Trichy, Sri Ranganathaswamy Temple & Rock Fort

I didn’t get the streets, a mess of vehicles and animals, of constantly surprising diversity. It was hard to photograph the environment: food stands, shacks containing mysterious contraptions, shopfronts, offering all manner of goods and services, amidst which groups of male pilgrims, gaggles of school children, brightly saried women, hawkers, beggars (though not so many), policemen, fortune tellers. It was quickly clear that trying to capture all the novelty, even to decipher half of what was going on, wouldn’t be possible.

So I changed to mode of taking care of neccessities, sightseeing and slowly coming to terms with the rest along the way. Along the way it felt like the journey might last for ever,  and then it was receding into the past and with it the chance to document the ox-drawn carts, thatched hut villages, tamil script and funny images of pants and vests on hand painted signage and advertising. The flooded, severly potholed roads, candle-lit shops and so on. Until then there had always been tomorrow, and usually a more pressing need to be met in the moment. The sweltering heat and humidity, too, and often seeming to being the only foreigner in town, brandishing further signs of my otherworldliness and unattainable wealth felt uncomfortable. And, as things become familiar the urge to document them diminishes, soon you forget they were ever remarkable.

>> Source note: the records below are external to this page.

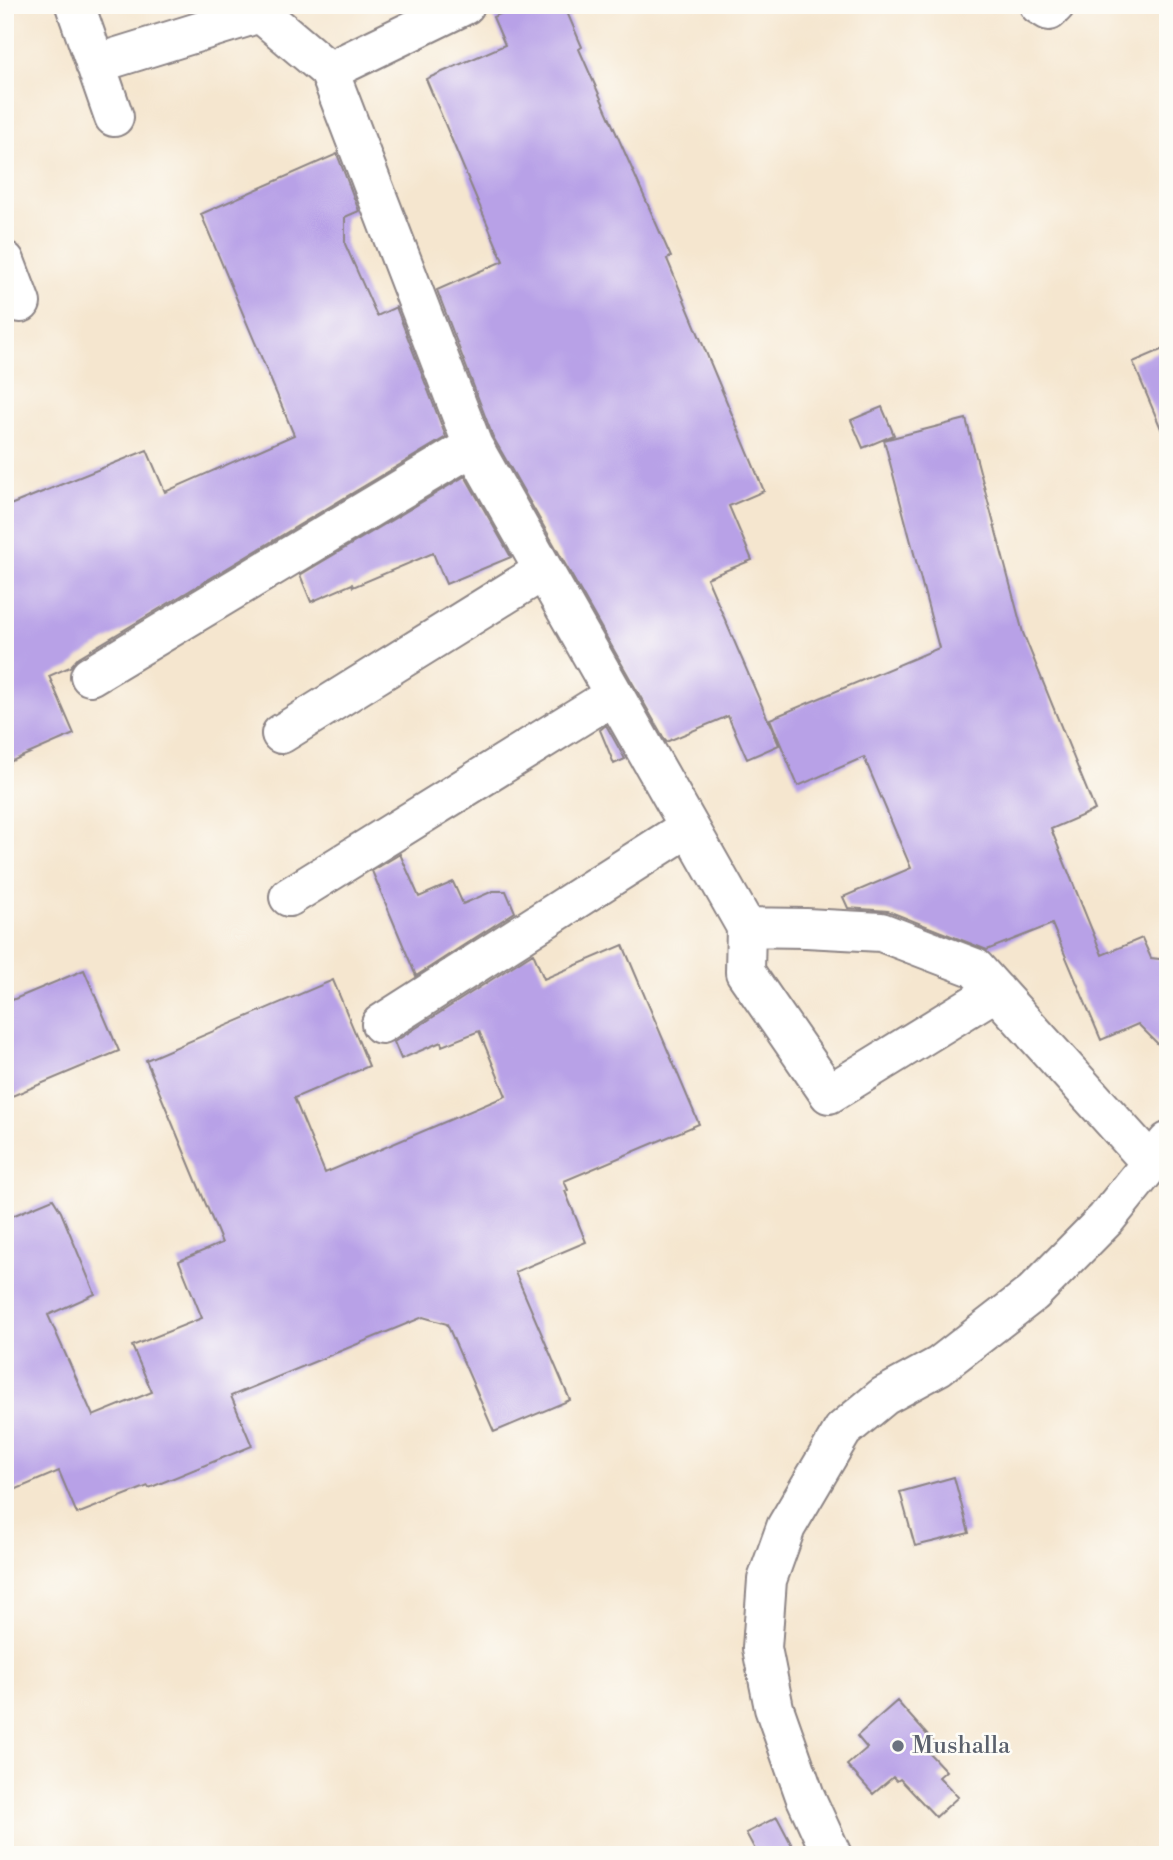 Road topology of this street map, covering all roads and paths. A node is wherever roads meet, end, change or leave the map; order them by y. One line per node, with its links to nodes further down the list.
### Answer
1 (75, 5): 6 (street)
2 (464, 5): 7 (street)
3 (1039, 5): 4 (street)
4 (1055, 5)
5 (255, 9): 6 (street); 7 (street)
6 (95, 64): 8 (street)
7 (329, 71): 11 (street)
8 (114, 117)
9 (5, 261): 10 (street)
10 (21, 303)
11 (473, 446): 12 (street); 13 (street)
12 (543, 571): 14 (street); 15 (street)
13 (90, 676)
14 (614, 695): 16 (street); 17 (street)
15 (281, 734)
16 (689, 827): 18 (street); 20 (street)
17 (289, 897)
18 (746, 927): 19 (street); 19 (street)
19 (996, 991): 21 (street)
20 (381, 1024)
21 (1159, 1153): 22 (street)
22 (832, 1855)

The change on passing into the next region was marked, though familiar elements remained to be snapped another day: colourfully painted trucks, families sharing motorbikes, friends walking hand in hand and, though less frequent now, unexpected appearances by large mammals. The Dravidian temple architecture is of Tamil Nadu though, and I’m posting some photos of that here, from Trichy, a small city around 4000 years old, though today a little more modern than places I’d been so far.